La Bella e la Bestia senza rivali. Il live action Disney incassa 4.704.780 euro nel weekend (23 – 26 marzo), con la media copia più alta (5.181 euro), per complessivi 14.129.701.

Risultato ottimo anche per Elle di Paul Verhoeven, con Isabelle Huppert, che al debutto in sala conquista la sesta posizione con 378.085 euro e la seconda media copia (2.931 euro).

Paul Verhoeven sul set di Elle con Isabelle Huppert

slam

Un disastro gli italiani: se Non è un paese per giovani di Giovanni Veronesi all’esordio non va oltre la terza posizione, con 520.629 euro e 1.632 di media, l’altro debuttante Slam – Tutto per una ragazza di Andrea Molaioli non entra nemmeno in top 10, fermandosi all’undicesimo posto con 151.668 euro e la media copia funerea di 712 euro.

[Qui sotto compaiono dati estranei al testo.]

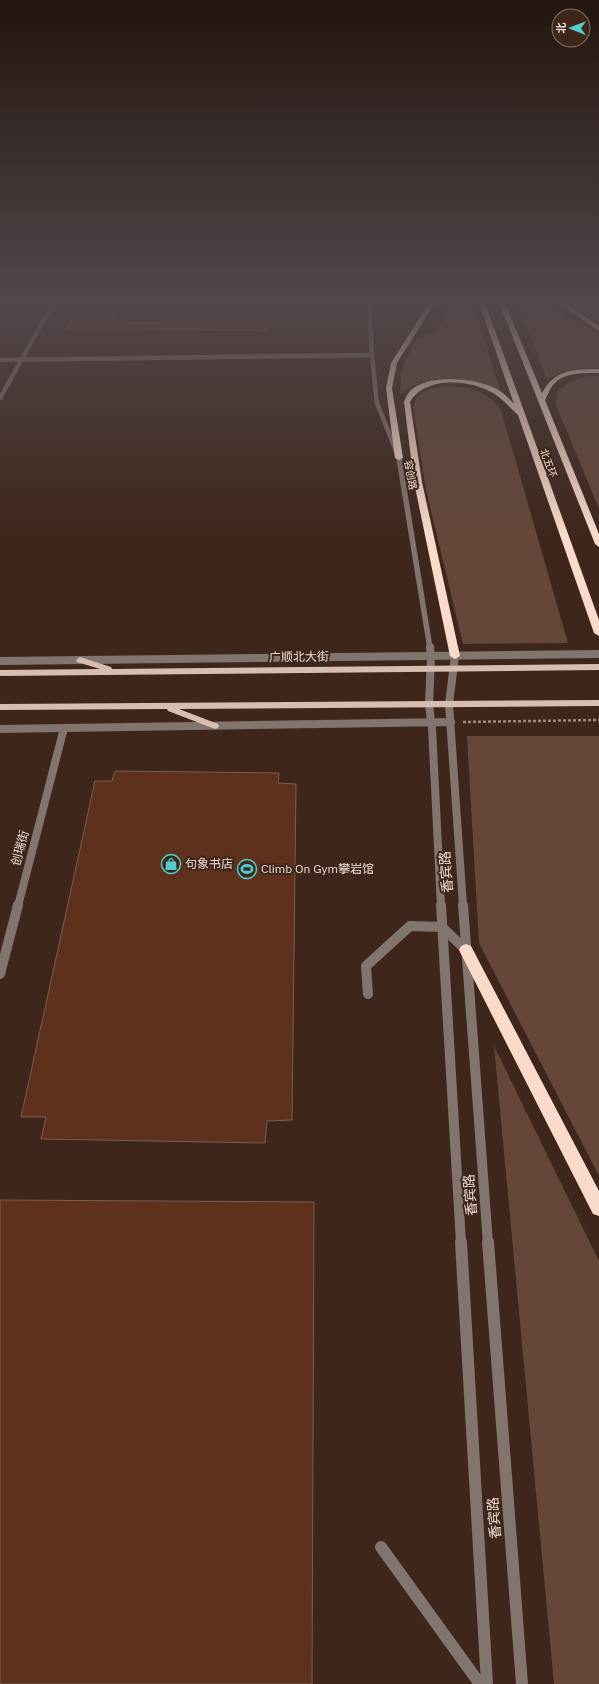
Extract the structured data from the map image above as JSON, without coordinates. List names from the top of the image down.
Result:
{
  "streets": {
    "highway": ["北五环"],
    "main road": ["广顺北大街"],
    "street": ["容创路", "创瑞街", "香宾路"]
  },
  "crossings": [
    ["容创路", "广顺北大街"],
    ["容创路", "香宾路"],
    ["广顺北大街", "香宾路"]
  ],
  "places": {
    "shop": ["句象书店"],
    "sports": ["Climb On Gym攀岩馆"]
  },
  "north": "left"
}
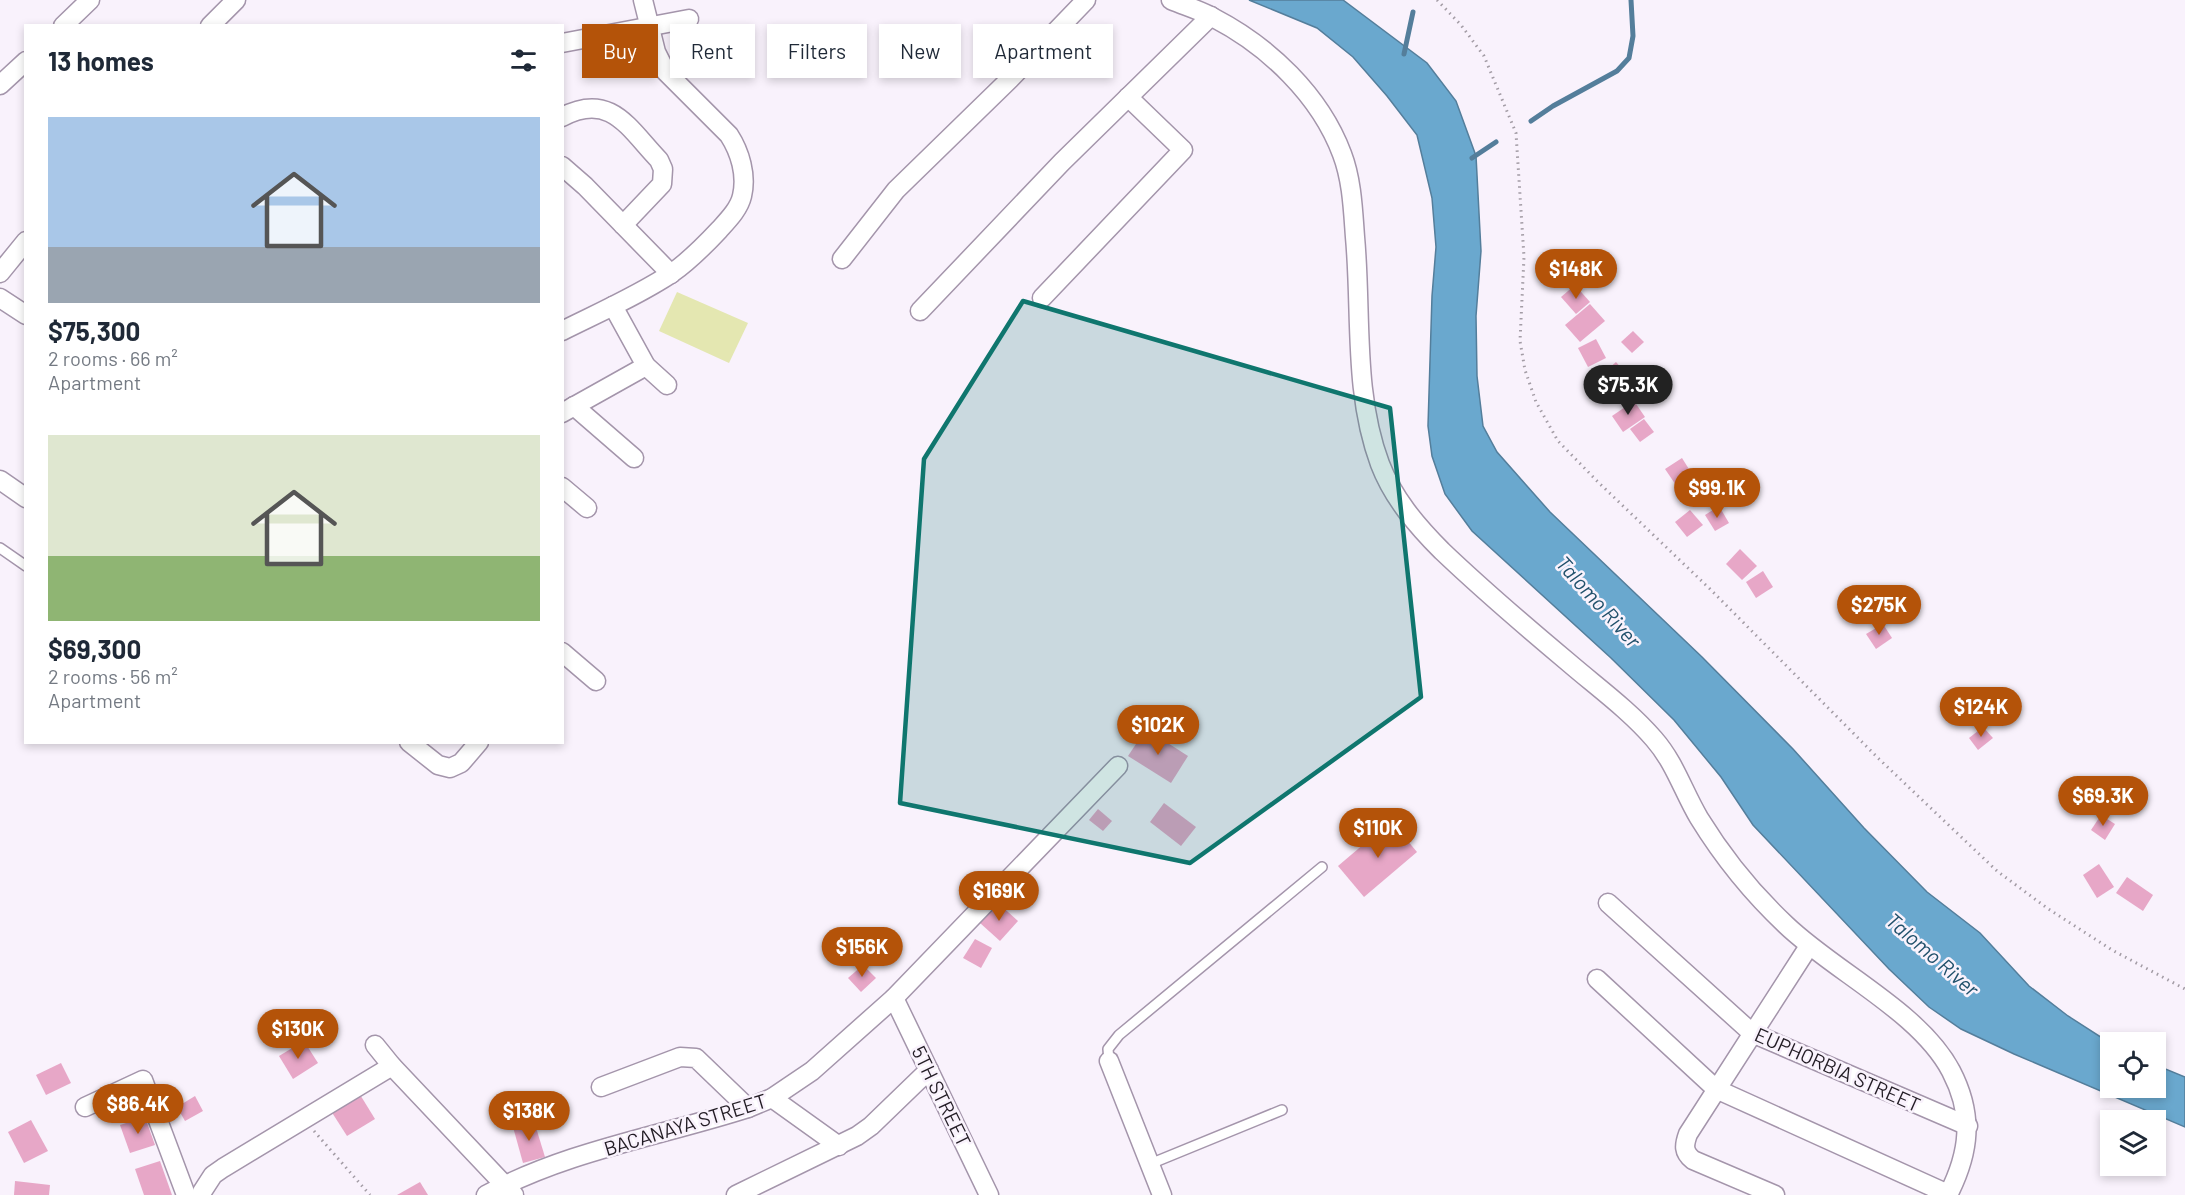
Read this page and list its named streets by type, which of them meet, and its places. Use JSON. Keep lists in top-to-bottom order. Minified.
{"streets":{"street":["EUPHORBIA STREET","5TH STREET","BACANAYA STREET"]},"crossings":[["5TH STREET","BACANAYA STREET"]],"water":["Talomo River"],"page":{"chip":["Buy","Rent","Filters","New","Apartment"],"heading":"13 homes","list":[{"name":"$75,300","note":"2 rooms · 66 m² · Apartment"},{"name":"$69,300","note":"2 rooms · 56 m² · Apartment"}],"price":["$148K","$75.3K","$99.1K","$275K","$124K","$102K","$69.3K","$110K","$169K","$156K","$130K","$86.4K","$138K"]}}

Non_e_un_paese_per_giovani

Completano le prime dieci posizioni della classifica Cinetel degli incassi, che fa registrare una flessione dell’11,63% rispetto all’analogo weekend del 2016, la sci-fi Life: Non oltrepassare il limite, seconda all’esordio con 710.660 euro; The Ring 3, quarto con 431.547 euro; John Wick 2, quinto con 419.714; Il diritto di contare, settimo con 347.557 euro e complessivi 2.103.700; Kong: Skull Island, ottavo con 3.036.146 euro; La cura del benessere, nono al debutto con 294.634; Logan – The Wolverine, decimo con 5.172.941 euro totali.

All’esordio in sala, oltre a Slam, troviamo fuori dalla top 10: In viaggio con Jacqueline (18°); Vieni a vivere a Napoli (20°); Pino Daniele – Il tempo resterà, ora piazzato in 29esima posizione, ma che nei tre giorni (20 – 22 marzo) di programmazione principale, con qualche strascico di tenitura, ha totalizzato ben 592.306 euro.